Did You Know? U.S. Infrastructure Is Failing Rural Americans

2 minute read

Throughout American history, the United States has been recognized as a global leader in many areas, but we are in distinct danger of losing that position over other countries, as America no longer has the best infrastructure in the world. This is particularly damaging to rural America, whose farmers, foresters, and communities depend on this nation’s waterways, rails, and roads to ship their agricultural goods.

Did you know? More than half of the locks and dams operated by the Army Corps of Engineers are nearing or are more than 50 years old; they are unable to handle the 565 million tons of freight, including agricultural products, now flowing on our inland waterways.

More than a third of all major rural roads in the United States were in poor or mediocre condition in 2015; this resulted in traffic congestion, and much needed repairs, which caused twice as many delays as in the year 2000.

Ten percent of all rural bridges were rated as “structurally deficient” in 2016, according to reports by TRIP, a national transportation research organization. Additionally, more than 100,000 miles of rail lines have been abandoned over the past few decades, reducing critical rail access to many rural communities.

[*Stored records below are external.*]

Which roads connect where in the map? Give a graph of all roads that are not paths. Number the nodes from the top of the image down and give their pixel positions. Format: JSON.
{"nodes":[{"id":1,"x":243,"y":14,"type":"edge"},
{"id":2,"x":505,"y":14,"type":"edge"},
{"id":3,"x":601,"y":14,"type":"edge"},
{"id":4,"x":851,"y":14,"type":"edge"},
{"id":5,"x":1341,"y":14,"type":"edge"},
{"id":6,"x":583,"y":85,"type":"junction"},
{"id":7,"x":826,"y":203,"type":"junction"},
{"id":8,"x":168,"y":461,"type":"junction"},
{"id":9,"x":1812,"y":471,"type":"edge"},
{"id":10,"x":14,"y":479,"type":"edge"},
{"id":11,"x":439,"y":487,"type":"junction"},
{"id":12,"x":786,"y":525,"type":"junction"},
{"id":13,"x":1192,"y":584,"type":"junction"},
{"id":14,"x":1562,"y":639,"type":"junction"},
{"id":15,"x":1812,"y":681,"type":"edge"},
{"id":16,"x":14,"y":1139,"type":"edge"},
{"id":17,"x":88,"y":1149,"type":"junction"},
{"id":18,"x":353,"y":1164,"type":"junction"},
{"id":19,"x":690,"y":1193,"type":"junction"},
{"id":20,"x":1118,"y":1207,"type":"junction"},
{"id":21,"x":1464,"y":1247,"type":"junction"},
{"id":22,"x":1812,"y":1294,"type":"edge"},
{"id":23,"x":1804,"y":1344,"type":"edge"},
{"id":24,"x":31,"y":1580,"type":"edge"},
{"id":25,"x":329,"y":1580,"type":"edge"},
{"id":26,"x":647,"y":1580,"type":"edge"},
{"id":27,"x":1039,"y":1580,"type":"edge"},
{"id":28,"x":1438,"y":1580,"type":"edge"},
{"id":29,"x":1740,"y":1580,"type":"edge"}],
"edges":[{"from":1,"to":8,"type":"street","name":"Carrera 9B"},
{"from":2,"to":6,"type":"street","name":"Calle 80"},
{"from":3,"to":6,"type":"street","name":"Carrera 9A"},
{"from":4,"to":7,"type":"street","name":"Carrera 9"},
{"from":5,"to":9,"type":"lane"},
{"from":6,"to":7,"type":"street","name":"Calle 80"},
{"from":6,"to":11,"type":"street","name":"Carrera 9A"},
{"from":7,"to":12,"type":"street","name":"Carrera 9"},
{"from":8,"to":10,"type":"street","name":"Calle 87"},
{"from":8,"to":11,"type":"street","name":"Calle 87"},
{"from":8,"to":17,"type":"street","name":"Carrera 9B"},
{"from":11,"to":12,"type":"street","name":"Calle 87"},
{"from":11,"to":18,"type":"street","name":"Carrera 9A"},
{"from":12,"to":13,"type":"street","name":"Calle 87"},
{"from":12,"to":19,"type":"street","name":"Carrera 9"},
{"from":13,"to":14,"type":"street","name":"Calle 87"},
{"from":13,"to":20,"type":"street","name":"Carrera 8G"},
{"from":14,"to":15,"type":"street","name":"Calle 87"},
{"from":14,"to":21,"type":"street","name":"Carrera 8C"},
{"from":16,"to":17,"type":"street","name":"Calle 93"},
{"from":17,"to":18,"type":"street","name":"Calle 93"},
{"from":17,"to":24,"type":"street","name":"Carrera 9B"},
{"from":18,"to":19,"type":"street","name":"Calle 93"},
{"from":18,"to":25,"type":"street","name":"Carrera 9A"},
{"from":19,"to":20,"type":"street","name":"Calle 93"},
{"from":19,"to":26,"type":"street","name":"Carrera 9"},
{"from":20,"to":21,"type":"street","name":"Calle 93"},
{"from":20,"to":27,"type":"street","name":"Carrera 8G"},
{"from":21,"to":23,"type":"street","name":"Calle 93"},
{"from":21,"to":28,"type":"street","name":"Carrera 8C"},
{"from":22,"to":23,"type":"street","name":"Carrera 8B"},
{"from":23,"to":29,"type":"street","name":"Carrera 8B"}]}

Sonny Perdue, the U.S. Secretary of Agriculture, has traveled the country and has taken a hard look at the challenges and opportunities in rural America. He notes in a column in the Des Moines Register this week, the greatest concern among many living in these communities is the need for better transportation for moving their goods and for increasing access to their suppliers and customers.

A Washington Post poll, taken in 2017, echoed these concerns. An overwhelming 93 percent of rural Americans polled believed Federal investments in infrastructure are important to improving their job situation, with 74 percent noting it is “very important.”

President Trump’s “Building a Stronger America” plan addresses these concerns. He has committed $50 billion solely to modernizing and repairing rural America’s infrastructure. The President’s plan aims to better the quality of life of all rural Americans, increase their job prospects, and help their businesses thrive by opening them up to new markets and opportunities.

It’s time to give rural communities the quality of infrastructure they need in order to grow and thrive.